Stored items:
|---|
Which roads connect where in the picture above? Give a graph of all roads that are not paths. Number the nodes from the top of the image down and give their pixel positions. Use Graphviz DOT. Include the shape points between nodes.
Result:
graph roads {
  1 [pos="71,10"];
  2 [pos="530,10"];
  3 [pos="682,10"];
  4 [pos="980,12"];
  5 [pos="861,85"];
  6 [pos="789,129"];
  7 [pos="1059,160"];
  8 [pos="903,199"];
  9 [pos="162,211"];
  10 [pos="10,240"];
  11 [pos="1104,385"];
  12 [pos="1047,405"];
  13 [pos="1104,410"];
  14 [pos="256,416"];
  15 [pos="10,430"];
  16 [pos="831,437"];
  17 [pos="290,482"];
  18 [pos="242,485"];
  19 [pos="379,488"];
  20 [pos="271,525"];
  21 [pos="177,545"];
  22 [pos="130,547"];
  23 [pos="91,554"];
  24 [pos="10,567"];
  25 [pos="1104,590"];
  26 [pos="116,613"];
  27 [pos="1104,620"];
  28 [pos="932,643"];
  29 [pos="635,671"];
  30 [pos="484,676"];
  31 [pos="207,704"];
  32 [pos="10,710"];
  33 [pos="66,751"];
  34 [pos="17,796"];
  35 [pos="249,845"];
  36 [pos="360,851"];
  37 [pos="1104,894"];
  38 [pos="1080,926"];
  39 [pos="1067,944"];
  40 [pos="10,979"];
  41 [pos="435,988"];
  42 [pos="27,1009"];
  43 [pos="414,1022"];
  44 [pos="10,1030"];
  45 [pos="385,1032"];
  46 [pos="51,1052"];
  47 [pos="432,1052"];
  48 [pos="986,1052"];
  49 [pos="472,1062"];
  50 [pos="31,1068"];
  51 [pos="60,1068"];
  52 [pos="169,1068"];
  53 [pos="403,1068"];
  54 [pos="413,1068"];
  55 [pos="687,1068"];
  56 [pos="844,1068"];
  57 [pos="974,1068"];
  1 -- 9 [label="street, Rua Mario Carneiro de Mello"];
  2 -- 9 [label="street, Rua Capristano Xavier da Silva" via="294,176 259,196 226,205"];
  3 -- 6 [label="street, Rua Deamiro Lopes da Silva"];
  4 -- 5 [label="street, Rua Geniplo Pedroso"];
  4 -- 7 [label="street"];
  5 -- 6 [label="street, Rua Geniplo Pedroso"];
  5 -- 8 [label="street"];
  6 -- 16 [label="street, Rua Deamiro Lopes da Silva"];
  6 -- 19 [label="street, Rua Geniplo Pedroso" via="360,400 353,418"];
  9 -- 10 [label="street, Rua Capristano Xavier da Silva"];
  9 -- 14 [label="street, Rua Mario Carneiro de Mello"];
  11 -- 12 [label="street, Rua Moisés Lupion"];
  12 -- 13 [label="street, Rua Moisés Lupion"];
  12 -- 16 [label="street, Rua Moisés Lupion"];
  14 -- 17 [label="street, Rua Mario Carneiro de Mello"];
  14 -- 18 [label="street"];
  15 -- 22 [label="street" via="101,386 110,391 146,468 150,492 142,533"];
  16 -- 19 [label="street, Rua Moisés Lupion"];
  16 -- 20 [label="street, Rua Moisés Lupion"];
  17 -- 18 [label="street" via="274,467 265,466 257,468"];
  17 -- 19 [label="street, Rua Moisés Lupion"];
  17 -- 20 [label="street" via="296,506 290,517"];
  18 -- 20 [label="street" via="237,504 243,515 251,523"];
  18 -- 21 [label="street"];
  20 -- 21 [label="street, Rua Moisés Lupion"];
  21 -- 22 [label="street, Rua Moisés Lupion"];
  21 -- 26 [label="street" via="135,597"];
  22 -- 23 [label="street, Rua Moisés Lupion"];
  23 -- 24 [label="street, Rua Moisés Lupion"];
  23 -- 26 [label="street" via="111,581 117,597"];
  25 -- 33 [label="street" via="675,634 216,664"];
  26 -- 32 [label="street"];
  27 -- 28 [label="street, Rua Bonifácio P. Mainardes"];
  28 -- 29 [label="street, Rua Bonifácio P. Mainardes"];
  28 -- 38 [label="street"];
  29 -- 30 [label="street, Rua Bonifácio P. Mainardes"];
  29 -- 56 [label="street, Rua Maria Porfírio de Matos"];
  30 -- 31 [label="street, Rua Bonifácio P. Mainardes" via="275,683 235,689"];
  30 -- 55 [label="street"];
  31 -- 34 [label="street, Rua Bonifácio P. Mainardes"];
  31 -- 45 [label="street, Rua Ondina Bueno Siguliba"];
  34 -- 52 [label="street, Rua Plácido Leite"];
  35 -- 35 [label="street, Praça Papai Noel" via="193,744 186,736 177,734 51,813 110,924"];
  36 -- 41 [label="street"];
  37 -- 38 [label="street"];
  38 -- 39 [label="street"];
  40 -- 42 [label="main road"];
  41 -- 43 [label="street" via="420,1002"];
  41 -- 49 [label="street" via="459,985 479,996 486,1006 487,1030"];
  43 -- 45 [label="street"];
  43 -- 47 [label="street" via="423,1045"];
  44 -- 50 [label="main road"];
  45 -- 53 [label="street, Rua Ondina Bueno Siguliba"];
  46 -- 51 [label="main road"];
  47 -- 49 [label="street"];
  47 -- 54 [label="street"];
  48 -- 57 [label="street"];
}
|---|
* **INSTRUCTIONS FOR THE TASK**
Only a number belongs in the answer: the number of lines in the preceding data that hold "Mello".

* **COMPLETED EXERCISE**
3